** Dataset follows **
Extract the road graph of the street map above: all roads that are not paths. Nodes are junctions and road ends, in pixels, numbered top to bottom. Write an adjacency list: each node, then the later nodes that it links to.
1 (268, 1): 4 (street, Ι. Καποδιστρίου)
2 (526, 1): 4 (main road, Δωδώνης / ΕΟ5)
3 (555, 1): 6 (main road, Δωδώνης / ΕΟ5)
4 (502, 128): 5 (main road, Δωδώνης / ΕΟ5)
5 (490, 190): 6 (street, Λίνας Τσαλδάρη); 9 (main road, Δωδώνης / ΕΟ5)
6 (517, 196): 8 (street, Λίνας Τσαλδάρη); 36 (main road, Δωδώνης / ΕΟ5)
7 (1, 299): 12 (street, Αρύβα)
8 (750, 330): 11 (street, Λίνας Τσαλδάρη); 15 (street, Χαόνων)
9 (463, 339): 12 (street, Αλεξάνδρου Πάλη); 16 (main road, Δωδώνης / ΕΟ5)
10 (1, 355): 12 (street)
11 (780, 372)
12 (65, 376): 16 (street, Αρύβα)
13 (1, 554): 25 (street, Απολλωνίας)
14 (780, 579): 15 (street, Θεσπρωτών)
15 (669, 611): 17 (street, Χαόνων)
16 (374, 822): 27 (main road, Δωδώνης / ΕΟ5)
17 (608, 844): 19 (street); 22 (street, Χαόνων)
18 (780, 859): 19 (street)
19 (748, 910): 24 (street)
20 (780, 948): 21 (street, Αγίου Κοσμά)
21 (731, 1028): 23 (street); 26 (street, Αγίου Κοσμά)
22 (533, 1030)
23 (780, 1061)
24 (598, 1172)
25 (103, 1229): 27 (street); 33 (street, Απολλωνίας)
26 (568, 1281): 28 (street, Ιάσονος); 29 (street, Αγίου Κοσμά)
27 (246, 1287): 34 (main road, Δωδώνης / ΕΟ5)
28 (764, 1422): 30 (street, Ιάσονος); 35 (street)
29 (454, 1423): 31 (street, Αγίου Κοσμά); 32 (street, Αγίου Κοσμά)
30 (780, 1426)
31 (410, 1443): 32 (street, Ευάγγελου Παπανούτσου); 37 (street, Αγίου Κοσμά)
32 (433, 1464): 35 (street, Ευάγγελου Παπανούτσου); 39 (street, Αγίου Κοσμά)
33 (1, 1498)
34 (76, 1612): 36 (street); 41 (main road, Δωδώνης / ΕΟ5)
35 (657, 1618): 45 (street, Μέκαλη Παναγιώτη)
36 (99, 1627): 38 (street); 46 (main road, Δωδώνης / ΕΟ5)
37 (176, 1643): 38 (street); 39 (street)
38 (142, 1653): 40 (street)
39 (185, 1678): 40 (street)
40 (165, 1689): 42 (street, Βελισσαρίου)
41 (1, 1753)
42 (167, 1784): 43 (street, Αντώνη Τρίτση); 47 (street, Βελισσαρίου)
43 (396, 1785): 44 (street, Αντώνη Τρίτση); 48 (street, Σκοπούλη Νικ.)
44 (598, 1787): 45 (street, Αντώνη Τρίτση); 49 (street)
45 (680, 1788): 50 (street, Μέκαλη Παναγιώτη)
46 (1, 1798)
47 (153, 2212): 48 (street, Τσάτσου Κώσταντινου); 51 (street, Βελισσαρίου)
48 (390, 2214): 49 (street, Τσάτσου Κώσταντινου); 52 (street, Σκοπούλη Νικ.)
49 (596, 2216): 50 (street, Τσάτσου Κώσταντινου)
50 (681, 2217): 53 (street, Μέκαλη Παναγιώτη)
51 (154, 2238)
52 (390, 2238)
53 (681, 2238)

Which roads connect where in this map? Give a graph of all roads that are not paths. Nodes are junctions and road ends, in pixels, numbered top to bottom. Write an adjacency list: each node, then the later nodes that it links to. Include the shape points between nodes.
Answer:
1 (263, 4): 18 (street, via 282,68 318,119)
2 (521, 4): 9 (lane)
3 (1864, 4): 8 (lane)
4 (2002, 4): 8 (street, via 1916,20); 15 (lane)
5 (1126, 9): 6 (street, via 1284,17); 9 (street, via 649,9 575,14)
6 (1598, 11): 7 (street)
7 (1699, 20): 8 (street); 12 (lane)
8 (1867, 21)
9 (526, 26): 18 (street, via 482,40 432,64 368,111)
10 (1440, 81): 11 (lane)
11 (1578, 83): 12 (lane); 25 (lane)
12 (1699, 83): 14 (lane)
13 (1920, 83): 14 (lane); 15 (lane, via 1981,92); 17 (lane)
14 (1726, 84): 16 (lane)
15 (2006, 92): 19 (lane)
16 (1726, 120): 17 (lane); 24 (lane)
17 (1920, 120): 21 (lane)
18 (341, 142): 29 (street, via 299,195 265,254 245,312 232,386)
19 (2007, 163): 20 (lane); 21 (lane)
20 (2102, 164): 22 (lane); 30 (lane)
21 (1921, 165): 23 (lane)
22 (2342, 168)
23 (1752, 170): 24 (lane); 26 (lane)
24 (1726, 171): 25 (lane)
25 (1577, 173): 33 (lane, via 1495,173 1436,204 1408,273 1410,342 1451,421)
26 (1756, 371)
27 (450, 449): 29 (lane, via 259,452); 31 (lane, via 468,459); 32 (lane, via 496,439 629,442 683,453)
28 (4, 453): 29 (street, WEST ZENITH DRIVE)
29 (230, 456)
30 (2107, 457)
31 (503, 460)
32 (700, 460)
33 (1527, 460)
** End of Dataset **
Problem description >>
Only lines containing the word "Αντώνη" should be copied from the material above.

Reply >>
42 (167, 1784): 43 (street, Αντώνη Τρίτση); 47 (street, Βελισσαρίου)
43 (396, 1785): 44 (street, Αντώνη Τρίτση); 48 (street, Σκοπούλη Νικ.)
44 (598, 1787): 45 (street, Αντώνη Τρίτση); 49 (street)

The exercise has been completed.